I worked on an STM32 project like this very recently. The timer basically increments the counter when the rotation is in one direction, and decrements it when it is in the other. It also sets the "up or down" bit in the config register to indicate the direction. (Which is non-intuitive, since you don't normally read status from a config register.)
So there are two ways to know the direction:
Compare the current count value to the last count value. If it has increased, it is going one way, and if it has decreased, it has gone the other way.
Check the "up/down" bit in the timer config register.
I opted for option 1) because I was reading the current counter value anyway, so reading an additional status register seemed pointless.
Note that you have to cope with the overflow / underflow situation.

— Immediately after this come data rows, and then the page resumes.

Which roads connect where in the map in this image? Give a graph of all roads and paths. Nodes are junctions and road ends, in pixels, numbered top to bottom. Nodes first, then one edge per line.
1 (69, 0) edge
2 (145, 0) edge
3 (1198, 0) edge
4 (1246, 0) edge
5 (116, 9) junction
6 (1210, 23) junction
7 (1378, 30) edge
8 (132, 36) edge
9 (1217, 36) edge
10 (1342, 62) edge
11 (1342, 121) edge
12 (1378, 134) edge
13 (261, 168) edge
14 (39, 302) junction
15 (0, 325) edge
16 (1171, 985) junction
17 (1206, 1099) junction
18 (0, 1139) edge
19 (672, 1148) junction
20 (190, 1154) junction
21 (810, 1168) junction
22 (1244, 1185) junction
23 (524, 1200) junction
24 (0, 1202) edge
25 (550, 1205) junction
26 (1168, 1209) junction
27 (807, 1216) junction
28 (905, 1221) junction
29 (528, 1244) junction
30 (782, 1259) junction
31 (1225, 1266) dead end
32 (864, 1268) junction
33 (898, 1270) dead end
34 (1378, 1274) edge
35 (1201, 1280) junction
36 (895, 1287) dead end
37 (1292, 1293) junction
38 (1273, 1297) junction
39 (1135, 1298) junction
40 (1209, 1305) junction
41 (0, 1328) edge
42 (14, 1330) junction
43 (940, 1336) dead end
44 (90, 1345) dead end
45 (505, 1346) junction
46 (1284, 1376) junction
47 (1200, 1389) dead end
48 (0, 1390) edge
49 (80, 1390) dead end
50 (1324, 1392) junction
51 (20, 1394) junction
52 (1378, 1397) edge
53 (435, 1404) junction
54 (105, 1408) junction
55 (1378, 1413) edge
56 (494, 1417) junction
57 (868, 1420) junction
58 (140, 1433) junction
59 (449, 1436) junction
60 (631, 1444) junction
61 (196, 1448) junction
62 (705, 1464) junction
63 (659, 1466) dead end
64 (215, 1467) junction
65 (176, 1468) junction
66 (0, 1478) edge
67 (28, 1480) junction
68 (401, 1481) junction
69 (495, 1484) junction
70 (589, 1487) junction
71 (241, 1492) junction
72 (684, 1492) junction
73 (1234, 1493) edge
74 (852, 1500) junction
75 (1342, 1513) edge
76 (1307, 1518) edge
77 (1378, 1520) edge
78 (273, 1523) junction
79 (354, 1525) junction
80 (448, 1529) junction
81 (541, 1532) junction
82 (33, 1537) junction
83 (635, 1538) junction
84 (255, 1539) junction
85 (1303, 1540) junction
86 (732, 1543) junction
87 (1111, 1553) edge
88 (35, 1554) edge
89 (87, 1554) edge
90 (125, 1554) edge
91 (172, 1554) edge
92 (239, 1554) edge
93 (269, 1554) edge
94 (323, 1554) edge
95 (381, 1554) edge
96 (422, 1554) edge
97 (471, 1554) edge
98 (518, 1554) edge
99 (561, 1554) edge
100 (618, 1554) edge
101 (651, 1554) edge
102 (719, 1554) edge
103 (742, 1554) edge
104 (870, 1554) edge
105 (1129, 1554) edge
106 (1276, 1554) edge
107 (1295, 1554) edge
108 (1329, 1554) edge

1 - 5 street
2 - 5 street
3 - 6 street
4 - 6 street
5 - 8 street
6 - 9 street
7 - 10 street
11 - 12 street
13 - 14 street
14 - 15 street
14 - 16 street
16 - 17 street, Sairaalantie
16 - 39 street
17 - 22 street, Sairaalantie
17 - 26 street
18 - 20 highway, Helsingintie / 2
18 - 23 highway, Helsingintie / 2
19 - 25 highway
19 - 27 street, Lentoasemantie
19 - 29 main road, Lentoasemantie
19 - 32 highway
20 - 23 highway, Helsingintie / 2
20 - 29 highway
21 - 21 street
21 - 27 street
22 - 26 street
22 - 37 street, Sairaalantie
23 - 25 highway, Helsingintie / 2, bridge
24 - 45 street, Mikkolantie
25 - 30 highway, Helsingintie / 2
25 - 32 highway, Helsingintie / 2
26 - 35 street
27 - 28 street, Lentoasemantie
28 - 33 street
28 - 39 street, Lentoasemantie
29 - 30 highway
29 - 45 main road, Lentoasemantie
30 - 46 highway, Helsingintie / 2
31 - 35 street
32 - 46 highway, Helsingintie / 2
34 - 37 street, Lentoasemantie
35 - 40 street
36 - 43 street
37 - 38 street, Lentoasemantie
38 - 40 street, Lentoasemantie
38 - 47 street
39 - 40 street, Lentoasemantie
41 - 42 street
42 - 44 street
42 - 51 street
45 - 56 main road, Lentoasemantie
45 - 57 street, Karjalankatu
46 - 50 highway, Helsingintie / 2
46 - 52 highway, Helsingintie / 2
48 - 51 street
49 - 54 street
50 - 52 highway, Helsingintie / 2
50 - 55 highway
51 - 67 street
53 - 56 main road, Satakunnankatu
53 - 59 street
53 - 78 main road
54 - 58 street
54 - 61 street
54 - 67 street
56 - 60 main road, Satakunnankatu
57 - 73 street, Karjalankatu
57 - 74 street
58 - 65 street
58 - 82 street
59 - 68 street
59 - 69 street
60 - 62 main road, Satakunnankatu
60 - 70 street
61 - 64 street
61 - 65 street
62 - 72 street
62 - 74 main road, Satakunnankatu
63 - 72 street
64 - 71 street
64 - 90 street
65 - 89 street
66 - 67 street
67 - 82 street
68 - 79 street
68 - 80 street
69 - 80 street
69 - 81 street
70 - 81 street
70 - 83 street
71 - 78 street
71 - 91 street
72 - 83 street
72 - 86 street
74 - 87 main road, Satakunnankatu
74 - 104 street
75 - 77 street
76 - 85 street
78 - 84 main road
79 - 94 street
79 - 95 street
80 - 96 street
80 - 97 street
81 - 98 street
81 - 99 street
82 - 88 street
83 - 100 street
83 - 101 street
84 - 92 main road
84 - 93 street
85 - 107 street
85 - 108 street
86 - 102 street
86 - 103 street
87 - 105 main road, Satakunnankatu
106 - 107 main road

The timer I used was a 16-bit timer, and I ended up with something like this:
uint16_t last_cnt = __HAL_TIM_GET_COUNTER(&htim4);
while (1)
{
uint16_t current_cnt;
current_cnt = __HAL_TIM_GET_COUNTER(&htim4);
uint16_t diff = (uint16_t)(current_cnt - last_cnt);
if (diff == 0u)
{
// No change
}
else if (diff & 0x8000u)
{
// Counter has decreased, diff is negative
}
else
{
// Counter has increased, diff is positive
}
last_cnt = current_cnt;
}
This relies on the fact that numbers are represented with 2's complement (i.e. high bit set is a negative number). This is certainly true on an STM32 (and probably any ARM core), but I don't know if C mandates it.